* _Exercise instructions_
Lines where the string "Ridge" appears are to be copied from the entries below.

▬▬▬▬▬▬

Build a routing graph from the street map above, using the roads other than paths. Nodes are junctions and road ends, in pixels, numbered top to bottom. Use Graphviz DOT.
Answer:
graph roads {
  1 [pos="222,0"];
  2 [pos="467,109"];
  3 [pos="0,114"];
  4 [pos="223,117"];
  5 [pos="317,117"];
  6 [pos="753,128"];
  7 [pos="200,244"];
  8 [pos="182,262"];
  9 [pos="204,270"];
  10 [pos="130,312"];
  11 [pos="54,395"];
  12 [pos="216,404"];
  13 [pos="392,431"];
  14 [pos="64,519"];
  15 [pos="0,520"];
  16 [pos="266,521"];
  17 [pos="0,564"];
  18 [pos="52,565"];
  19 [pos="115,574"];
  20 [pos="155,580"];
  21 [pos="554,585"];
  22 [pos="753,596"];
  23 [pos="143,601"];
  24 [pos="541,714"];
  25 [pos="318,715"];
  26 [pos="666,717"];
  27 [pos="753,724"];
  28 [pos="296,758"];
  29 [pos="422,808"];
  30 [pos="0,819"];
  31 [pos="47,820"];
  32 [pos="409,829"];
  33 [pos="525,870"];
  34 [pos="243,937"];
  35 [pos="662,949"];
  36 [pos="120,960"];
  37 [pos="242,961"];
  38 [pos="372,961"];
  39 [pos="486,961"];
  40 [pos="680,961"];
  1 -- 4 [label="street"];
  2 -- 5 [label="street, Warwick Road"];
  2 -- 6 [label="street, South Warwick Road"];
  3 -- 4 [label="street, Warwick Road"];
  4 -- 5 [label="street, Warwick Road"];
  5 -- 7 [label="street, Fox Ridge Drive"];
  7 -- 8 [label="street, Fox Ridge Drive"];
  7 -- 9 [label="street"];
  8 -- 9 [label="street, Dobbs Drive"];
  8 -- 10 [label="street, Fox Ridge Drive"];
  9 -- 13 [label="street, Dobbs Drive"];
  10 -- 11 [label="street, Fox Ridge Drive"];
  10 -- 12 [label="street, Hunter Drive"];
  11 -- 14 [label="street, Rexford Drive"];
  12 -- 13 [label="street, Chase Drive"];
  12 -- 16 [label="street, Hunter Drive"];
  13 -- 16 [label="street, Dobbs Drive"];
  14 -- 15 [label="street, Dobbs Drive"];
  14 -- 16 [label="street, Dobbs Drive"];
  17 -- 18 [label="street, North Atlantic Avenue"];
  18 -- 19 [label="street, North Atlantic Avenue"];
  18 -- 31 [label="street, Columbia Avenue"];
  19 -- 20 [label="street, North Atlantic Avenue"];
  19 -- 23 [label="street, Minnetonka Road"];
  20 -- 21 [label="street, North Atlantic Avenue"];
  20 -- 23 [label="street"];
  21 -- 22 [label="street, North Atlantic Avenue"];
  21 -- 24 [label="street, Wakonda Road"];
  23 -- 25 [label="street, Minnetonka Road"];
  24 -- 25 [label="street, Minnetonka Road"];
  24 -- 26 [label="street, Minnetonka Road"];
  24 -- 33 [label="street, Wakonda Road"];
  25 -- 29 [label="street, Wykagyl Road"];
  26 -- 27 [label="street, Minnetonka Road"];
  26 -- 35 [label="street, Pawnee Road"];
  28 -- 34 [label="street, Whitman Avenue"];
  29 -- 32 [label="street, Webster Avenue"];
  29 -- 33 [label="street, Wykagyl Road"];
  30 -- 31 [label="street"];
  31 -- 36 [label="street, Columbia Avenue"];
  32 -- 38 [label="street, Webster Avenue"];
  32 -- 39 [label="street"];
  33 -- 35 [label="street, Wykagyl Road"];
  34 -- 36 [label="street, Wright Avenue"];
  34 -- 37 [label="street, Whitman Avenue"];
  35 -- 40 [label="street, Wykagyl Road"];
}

▬▬▬▬▬▬

* _Response below_
  5 -- 7 [label="street, Fox Ridge Drive"];
  7 -- 8 [label="street, Fox Ridge Drive"];
  8 -- 10 [label="street, Fox Ridge Drive"];
  10 -- 11 [label="street, Fox Ridge Drive"];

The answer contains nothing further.